Ugh…Casey. Casey, Casey, Casey. I never want to hear or type Casey’s name again, because Casey is a silly name, and typing it makes your fingers go all weird. First you’re on the C, but they you have to do a weird little back and forth dance to get to the A, and..okay, actually, it’s not that bad. Congrats, Casey, you’re good at something.

Unlike being a mechanic, which you are NOT good at, Casey! I have it on good authority that all her ‘connections’ with the auto electrical services in Bentleigh are actually fake, and she actually doesn’t know the best place for auto electrical, so she should NOT be as popular as she is. Everyone is getting a car right now, and Casey has jumped on the trend like the opportunist she truly is behind the guise of being all lovely and nice and helpful. You know – “Oh, my dearest teacher, I noticed that you’re holding too many books, let me carry your apple that I gave you because I’m PERFECT.”

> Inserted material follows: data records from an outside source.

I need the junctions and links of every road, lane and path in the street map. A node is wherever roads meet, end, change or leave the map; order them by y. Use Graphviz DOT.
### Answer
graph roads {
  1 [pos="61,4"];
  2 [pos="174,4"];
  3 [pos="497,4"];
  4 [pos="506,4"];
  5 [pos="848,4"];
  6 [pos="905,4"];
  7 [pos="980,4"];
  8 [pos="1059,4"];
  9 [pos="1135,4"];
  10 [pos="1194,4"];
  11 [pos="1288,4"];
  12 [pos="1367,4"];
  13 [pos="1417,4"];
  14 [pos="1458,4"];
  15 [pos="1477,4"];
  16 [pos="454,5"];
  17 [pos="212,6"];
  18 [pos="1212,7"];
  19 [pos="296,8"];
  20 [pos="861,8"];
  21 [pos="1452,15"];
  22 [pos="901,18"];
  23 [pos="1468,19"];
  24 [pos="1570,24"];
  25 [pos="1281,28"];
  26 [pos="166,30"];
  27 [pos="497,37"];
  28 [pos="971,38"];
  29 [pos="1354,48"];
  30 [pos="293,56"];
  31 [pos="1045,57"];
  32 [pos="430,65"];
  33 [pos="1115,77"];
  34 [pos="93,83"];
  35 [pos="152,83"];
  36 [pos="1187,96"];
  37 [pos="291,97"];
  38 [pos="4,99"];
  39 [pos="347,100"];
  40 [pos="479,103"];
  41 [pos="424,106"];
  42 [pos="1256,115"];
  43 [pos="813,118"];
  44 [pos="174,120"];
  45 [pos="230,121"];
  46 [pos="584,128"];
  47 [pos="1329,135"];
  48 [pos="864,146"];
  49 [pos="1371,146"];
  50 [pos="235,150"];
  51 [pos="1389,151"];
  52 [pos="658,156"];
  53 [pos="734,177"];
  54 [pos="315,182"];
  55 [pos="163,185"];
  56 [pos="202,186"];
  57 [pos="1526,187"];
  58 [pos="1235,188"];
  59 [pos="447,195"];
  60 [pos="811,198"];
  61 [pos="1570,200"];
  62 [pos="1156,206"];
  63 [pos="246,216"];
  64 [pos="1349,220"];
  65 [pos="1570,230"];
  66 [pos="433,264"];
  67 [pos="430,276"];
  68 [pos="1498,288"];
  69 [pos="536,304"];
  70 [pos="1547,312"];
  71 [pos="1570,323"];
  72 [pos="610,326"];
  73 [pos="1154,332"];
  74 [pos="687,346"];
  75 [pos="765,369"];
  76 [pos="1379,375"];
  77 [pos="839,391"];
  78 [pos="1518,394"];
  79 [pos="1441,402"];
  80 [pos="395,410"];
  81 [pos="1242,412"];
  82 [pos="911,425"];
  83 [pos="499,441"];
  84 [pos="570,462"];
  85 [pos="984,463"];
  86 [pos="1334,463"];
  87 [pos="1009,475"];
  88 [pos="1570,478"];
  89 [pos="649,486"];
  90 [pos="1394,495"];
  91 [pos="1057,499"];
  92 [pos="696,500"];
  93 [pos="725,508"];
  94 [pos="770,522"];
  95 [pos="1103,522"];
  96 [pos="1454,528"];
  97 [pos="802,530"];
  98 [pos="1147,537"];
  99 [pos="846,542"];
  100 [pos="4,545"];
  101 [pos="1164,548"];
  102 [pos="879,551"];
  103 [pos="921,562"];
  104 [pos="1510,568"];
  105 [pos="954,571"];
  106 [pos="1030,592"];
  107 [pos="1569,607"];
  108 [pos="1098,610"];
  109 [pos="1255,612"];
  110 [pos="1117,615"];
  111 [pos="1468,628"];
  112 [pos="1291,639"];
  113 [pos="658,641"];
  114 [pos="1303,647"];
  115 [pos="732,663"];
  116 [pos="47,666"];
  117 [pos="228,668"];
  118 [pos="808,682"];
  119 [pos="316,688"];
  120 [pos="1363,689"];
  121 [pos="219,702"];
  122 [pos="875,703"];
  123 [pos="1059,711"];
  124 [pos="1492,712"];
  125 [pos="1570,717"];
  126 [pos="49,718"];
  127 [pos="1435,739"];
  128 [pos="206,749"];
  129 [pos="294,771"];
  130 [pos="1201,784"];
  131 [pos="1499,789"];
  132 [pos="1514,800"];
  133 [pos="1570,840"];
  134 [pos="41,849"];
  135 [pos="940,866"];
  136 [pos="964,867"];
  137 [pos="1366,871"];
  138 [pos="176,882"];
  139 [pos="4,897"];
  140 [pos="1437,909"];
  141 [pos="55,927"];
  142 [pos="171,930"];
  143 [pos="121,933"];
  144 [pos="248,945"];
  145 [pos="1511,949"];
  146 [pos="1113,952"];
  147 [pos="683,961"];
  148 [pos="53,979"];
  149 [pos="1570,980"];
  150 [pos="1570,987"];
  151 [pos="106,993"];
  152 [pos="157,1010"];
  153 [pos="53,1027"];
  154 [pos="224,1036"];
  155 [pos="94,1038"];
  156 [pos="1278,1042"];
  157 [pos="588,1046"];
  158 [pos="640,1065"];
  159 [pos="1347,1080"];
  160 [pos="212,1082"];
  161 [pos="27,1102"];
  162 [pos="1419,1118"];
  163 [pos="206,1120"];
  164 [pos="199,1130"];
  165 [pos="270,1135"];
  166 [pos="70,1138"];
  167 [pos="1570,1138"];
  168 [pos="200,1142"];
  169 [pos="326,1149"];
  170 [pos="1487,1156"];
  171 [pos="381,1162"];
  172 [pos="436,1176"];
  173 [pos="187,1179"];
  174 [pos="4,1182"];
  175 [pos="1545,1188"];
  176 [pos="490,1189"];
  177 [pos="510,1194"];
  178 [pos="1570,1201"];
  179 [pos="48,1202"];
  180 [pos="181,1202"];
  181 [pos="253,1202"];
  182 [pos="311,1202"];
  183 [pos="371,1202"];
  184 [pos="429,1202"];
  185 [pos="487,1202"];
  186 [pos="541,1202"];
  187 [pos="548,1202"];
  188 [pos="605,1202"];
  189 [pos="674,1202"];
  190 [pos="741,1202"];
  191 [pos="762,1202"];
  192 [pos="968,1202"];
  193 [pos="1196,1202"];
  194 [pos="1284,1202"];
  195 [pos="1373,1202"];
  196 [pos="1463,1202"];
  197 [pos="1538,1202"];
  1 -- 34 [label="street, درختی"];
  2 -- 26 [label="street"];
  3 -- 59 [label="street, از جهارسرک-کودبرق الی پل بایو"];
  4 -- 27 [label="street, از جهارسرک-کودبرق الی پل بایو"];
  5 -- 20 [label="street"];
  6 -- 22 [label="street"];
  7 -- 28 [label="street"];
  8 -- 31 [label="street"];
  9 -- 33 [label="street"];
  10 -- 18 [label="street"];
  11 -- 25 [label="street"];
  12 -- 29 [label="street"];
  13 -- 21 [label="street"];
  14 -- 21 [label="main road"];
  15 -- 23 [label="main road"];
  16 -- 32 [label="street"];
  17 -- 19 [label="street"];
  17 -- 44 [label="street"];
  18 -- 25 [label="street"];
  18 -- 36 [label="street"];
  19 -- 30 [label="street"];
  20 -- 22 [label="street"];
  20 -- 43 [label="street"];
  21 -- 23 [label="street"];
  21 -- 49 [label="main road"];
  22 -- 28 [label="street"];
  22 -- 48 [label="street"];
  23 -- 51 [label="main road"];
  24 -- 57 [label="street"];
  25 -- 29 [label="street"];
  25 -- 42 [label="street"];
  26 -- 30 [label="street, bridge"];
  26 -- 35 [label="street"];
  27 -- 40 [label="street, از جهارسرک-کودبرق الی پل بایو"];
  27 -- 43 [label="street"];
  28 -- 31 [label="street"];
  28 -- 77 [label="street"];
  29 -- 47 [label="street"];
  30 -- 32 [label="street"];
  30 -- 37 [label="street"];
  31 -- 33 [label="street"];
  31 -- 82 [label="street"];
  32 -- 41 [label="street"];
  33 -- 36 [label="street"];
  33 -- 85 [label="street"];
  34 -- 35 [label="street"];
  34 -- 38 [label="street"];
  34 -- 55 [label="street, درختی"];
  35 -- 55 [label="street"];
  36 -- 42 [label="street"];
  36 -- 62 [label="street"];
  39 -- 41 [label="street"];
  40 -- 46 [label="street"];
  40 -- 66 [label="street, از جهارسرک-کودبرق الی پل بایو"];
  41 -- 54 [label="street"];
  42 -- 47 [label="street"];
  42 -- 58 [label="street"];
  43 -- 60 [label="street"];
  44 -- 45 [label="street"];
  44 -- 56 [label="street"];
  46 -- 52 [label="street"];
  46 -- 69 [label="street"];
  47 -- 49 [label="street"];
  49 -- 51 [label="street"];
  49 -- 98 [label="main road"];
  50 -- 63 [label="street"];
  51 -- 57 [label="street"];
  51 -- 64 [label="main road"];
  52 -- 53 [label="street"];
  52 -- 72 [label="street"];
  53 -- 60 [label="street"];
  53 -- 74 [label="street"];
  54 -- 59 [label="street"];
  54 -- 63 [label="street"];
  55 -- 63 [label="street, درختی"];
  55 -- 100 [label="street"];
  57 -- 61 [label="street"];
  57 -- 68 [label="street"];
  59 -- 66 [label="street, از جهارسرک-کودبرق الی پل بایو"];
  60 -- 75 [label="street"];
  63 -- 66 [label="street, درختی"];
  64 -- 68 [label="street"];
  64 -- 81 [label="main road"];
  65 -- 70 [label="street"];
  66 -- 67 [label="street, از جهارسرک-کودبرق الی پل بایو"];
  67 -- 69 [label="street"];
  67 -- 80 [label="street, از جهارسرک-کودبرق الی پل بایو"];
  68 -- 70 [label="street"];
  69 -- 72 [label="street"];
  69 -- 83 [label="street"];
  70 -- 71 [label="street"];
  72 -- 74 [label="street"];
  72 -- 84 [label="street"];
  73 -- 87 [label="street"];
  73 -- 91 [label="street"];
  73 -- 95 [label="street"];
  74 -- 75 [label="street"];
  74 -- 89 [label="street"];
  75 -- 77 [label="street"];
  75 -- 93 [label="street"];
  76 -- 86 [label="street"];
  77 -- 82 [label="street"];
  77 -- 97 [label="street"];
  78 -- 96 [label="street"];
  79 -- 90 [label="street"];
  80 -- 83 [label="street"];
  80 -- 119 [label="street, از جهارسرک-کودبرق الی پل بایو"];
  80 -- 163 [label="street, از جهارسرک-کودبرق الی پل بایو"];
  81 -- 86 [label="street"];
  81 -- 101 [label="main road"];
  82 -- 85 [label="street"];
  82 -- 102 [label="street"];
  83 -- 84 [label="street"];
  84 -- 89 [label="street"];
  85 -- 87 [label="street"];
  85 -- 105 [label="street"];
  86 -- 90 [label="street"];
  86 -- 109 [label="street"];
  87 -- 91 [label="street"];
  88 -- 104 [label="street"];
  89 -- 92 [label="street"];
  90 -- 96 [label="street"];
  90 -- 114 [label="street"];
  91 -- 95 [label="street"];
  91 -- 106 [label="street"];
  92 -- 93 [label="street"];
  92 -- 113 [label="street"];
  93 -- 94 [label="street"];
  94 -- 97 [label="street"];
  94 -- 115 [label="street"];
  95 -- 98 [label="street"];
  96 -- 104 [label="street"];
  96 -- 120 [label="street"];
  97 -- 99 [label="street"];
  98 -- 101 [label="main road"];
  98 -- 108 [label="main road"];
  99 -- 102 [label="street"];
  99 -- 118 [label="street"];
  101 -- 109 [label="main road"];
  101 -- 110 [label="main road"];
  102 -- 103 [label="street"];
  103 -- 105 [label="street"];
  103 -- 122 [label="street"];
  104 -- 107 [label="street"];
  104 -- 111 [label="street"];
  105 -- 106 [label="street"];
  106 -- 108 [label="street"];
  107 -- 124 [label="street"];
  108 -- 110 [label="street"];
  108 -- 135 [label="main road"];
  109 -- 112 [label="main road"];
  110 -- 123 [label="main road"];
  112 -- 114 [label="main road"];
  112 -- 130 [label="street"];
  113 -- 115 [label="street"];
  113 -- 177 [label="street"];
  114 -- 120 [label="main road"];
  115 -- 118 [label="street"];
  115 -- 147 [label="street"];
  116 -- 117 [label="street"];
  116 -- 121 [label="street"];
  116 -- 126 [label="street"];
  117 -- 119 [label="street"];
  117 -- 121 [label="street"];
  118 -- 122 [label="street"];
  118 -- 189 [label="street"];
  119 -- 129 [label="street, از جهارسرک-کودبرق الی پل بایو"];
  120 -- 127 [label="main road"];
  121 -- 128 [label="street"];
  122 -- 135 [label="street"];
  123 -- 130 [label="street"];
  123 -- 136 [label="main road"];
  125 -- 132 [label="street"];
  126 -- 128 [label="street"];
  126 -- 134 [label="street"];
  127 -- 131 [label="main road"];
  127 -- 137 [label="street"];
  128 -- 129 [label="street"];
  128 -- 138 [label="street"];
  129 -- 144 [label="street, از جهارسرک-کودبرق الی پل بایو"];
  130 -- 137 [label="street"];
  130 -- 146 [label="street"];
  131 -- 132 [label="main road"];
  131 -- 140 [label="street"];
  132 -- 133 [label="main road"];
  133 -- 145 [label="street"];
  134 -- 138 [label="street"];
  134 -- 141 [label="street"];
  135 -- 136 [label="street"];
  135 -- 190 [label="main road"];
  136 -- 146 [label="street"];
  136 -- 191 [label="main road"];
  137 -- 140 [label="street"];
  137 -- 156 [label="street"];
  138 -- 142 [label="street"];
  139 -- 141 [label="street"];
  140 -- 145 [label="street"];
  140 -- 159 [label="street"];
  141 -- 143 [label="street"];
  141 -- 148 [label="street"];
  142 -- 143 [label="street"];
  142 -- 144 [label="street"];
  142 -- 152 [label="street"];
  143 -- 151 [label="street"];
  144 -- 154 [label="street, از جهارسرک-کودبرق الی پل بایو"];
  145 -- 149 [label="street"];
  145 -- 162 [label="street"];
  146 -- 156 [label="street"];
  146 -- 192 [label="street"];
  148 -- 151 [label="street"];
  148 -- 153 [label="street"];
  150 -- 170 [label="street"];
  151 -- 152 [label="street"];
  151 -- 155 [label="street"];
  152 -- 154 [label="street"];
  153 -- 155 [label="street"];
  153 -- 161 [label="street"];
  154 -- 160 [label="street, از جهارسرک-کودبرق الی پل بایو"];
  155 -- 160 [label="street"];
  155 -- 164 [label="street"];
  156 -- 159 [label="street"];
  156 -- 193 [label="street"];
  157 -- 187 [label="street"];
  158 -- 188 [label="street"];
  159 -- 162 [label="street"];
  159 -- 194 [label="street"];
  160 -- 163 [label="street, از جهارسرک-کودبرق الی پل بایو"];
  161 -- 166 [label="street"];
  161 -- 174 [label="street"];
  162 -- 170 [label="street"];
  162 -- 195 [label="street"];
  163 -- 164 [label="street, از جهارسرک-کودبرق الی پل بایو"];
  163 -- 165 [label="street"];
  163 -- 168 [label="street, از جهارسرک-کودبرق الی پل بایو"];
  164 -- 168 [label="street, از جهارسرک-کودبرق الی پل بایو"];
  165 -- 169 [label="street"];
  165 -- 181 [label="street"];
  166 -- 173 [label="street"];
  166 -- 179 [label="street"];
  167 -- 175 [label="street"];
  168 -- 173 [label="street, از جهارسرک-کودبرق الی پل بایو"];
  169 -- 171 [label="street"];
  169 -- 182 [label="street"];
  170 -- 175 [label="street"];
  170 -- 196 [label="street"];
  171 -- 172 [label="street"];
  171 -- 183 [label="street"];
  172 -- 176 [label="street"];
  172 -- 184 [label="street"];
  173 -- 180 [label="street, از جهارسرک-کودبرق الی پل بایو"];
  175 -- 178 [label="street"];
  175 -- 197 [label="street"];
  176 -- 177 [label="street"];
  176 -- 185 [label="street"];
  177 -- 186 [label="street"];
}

Yeah, so anyway, now that anyone has any issues with their car, they go to Casey because she’s the big expert. I bet she just goes on her phone and looks up the best mechanics in Bentleigh and Moorabbin and they just fall for it, but she’s managed to establish herself as a total genius after that one incident with Michael. His car had conked out right in front of the bus ring, and EVERYONE was annoyed because he was blocking the road, and Casey went to kick one of the tyres. Of course, the car just started as she kicked it, in full view of everyone, like her shoes are magical and they give automotive life. And Casey totally basked in her weird little victory, saying that she’s basically a car expert.

Just wait until she screws up and recommends the wrong place, so someone wants a car air conditioning service near Moorabbin, and Casey sends them to somewhere that only does brake repair, and she’s totally shamed. It will be shameful. And I will bask in the shame, because you, Casey, brought this upon yourself.